If a line in the records below contains the word "from", copy it.

(Stored data entries)
+ + +

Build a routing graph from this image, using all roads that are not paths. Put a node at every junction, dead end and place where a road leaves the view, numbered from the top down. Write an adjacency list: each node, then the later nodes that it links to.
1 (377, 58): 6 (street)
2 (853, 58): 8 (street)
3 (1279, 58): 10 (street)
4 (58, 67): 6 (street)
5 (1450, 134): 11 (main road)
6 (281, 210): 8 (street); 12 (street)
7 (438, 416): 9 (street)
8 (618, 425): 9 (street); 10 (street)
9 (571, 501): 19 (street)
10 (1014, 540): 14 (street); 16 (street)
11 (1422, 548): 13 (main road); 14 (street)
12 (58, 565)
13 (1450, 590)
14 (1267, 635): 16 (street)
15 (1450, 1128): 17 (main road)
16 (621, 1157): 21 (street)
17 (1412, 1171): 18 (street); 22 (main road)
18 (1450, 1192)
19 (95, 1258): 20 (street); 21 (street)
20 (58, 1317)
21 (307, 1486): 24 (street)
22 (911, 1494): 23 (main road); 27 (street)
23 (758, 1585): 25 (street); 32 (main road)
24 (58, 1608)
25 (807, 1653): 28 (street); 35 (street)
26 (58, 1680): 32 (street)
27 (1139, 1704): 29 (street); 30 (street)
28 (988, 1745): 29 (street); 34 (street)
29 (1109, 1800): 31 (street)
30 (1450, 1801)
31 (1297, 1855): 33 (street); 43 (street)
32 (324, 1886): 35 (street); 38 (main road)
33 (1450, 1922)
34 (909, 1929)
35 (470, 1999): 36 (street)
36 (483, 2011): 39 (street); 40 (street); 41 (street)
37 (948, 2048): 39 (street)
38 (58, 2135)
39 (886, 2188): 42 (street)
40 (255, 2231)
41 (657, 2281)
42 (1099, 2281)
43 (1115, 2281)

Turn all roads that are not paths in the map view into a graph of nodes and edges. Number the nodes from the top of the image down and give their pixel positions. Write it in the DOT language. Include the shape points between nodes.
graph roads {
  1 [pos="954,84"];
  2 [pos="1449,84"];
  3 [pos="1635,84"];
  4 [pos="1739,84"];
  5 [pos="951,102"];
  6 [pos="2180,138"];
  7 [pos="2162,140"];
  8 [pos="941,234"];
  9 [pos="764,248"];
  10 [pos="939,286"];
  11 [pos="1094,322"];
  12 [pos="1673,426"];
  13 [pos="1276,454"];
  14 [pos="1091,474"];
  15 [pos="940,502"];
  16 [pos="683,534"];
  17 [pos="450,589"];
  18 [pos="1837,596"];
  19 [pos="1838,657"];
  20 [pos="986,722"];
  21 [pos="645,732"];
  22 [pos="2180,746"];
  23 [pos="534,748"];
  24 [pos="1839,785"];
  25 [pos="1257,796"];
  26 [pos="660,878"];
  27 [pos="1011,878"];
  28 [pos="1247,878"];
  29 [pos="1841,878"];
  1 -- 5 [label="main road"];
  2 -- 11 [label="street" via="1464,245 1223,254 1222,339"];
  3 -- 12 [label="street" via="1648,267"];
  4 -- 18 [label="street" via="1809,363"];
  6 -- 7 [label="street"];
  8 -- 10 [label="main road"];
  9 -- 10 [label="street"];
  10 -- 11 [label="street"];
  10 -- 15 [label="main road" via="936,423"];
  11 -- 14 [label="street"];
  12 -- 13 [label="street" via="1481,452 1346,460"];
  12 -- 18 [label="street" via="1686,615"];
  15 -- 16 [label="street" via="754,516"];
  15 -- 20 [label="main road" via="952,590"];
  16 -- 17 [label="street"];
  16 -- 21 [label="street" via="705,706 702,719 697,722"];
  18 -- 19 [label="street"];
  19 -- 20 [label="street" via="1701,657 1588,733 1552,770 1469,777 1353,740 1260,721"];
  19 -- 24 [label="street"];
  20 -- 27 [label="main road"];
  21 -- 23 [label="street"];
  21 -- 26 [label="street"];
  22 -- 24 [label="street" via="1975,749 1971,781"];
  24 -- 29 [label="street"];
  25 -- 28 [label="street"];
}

+ + +

Exercise answer:
Build a routing graph from this image, using all roads that are not paths. Put a node at every junction, dead end and place where a road leaves the view, numbered from the top down. Write an adjacency list: each node, then the later nodes that it links to.
Turn all roads that are not paths in the map view into a graph of nodes and edges. Number the nodes from the top of the image down and give their pixel positions. Write it in the DOT language. Include the shape points between nodes.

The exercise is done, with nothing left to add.